◆ **WHAT THE TASK REQUIRES**
Print the listing below word for word, but drop any pictures it contains.

═════ DATA TO USE ═════

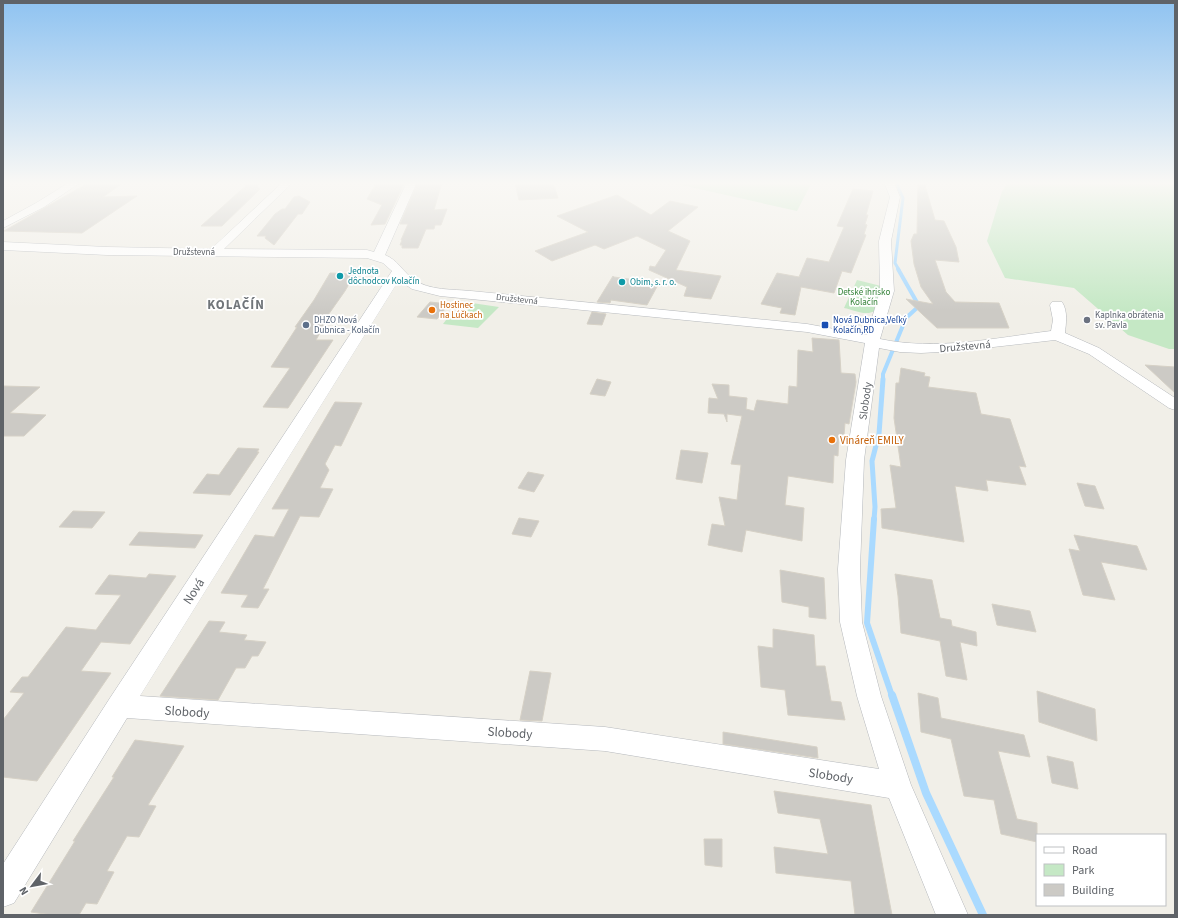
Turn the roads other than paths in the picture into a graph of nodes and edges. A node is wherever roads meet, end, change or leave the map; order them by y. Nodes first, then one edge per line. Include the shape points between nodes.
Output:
1 (243, 225) edge
2 (392, 225) edge
3 (889, 225) edge
4 (3, 246) edge
5 (213, 253) junction
6 (378, 256) junction
7 (398, 271) junction
8 (415, 285) junction
9 (385, 291) junction
10 (1057, 305) dead end
11 (1057, 335) junction
12 (884, 344) junction
13 (1175, 405) edge
14 (119, 706) junction
15 (898, 786) junction
16 (3, 892) edge
17 (952, 915) edge

1 - 5 street
2 - 6 street
3 - 12 street, Slobody via 885,241 887,291
4 - 5 street, Družstevná
5 - 6 street, Družstevná via 354,253
6 - 7 street, Družstevná via 390,262
7 - 8 street, Družstevná
7 - 9 street, Nová
8 - 9 street
8 - 12 street, Družstevná via 426,289 472,295 807,328
9 - 14 street, Nová
10 - 11 street via 1060,320
11 - 12 street, Družstevná via 920,349
11 - 13 street via 1094,351
12 - 15 street, Slobody via 855,460 849,569 851,622 869,696
14 - 15 street, Slobody via 605,739
14 - 16 street, Nová
15 - 17 street, Slobody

═════

◆ **FINISHED TASK**
Turn the roads other than paths in the picture into a graph of nodes and edges. A node is wherever roads meet, end, change or leave the map; order them by y. Nodes first, then one edge per line. Include the shape points between nodes.
Output:
1 (243, 225) edge
2 (392, 225) edge
3 (889, 225) edge
4 (3, 246) edge
5 (213, 253) junction
6 (378, 256) junction
7 (398, 271) junction
8 (415, 285) junction
9 (385, 291) junction
10 (1057, 305) dead end
11 (1057, 335) junction
12 (884, 344) junction
13 (1175, 405) edge
14 (119, 706) junction
15 (898, 786) junction
16 (3, 892) edge
17 (952, 915) edge

1 - 5 street
2 - 6 street
3 - 12 street, Slobody via 885,241 887,291
4 - 5 street, Družstevná
5 - 6 street, Družstevná via 354,253
6 - 7 street, Družstevná via 390,262
7 - 8 street, Družstevná
7 - 9 street, Nová
8 - 9 street
8 - 12 street, Družstevná via 426,289 472,295 807,328
9 - 14 street, Nová
10 - 11 street via 1060,320
11 - 12 street, Družstevná via 920,349
11 - 13 street via 1094,351
12 - 15 street, Slobody via 855,460 849,569 851,622 869,696
14 - 15 street, Slobody via 605,739
14 - 16 street, Nová
15 - 17 street, Slobody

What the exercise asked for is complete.